Como planejar o decrescimento com um Estado mínimo?
Quais critérios definirão o rateio sustentável do uso dos recursos naturais dentro de cada nação e entre as nações?
Como serão superadas as desigualdades históricas acumuladas até então –por exemplo, o patrimônio em cavalos de corrida acumulado pelo cosmopolita Lara Resende terai qual destinação?
A verdade é que a tese do ‘não crescimento’ responde aos desequilíbrios sociais e ambientais tanto quanto a panaceia do crescimento é vendida como sinônimo de desenvolvimento.
A despolitização dos conflitos subjacentes à destinação do excedente econômico é a pátina dessa dupla mistificação.
Em bom português: arrocho ou democracia social?
Ao eximir-se das consequências de sua aliança com o capital financeiro, Marina joga a equação do desenvolvimento brasileiro nos marcos insolúveis da agenda conservadora, a saber: descontrole inflacionário ou juros argentários; arrocho ou estagnação; Estado mínimo ou recessão?

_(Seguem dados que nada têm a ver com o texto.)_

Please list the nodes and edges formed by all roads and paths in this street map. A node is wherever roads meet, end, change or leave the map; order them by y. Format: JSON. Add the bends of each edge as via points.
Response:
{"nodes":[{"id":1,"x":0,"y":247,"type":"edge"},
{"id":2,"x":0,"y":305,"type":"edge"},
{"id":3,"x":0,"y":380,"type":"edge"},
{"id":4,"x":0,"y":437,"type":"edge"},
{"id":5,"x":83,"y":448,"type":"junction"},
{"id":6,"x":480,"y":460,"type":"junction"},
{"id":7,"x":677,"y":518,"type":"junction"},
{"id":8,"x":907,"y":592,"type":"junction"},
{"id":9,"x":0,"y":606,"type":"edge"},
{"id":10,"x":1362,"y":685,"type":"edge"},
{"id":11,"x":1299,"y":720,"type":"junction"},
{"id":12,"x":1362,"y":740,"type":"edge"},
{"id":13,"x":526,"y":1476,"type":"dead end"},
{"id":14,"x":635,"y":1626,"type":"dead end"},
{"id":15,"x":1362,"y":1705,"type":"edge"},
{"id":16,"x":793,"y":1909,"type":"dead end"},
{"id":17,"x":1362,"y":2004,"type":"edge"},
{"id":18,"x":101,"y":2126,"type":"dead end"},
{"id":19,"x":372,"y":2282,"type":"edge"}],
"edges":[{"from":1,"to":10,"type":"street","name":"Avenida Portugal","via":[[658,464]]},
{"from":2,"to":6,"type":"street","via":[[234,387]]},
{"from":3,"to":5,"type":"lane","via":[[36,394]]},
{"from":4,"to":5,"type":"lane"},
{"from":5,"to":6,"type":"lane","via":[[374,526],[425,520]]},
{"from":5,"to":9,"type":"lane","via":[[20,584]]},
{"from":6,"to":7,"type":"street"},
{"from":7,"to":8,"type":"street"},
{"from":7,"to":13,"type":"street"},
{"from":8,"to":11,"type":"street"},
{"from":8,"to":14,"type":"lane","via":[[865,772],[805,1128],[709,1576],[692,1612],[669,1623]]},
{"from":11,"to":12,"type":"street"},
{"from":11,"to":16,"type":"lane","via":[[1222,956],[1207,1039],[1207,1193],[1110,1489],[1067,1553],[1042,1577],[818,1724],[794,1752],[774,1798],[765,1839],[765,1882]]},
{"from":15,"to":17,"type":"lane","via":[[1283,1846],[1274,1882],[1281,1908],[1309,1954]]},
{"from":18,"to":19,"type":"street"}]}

Abstraída a centralidade da democracia social na qualificação do desenvolvimento tudo é possível.
Inclusive transformar a campanha de 2014 num atalho para a restauração de um neoliberalismo ainda mais devastador que a experiência vivida nos anos 90. Agora travestido de econeoliberalismo, à la Lara Resende.
Ou de ambientalismo argentário, à la Neca do Itaú.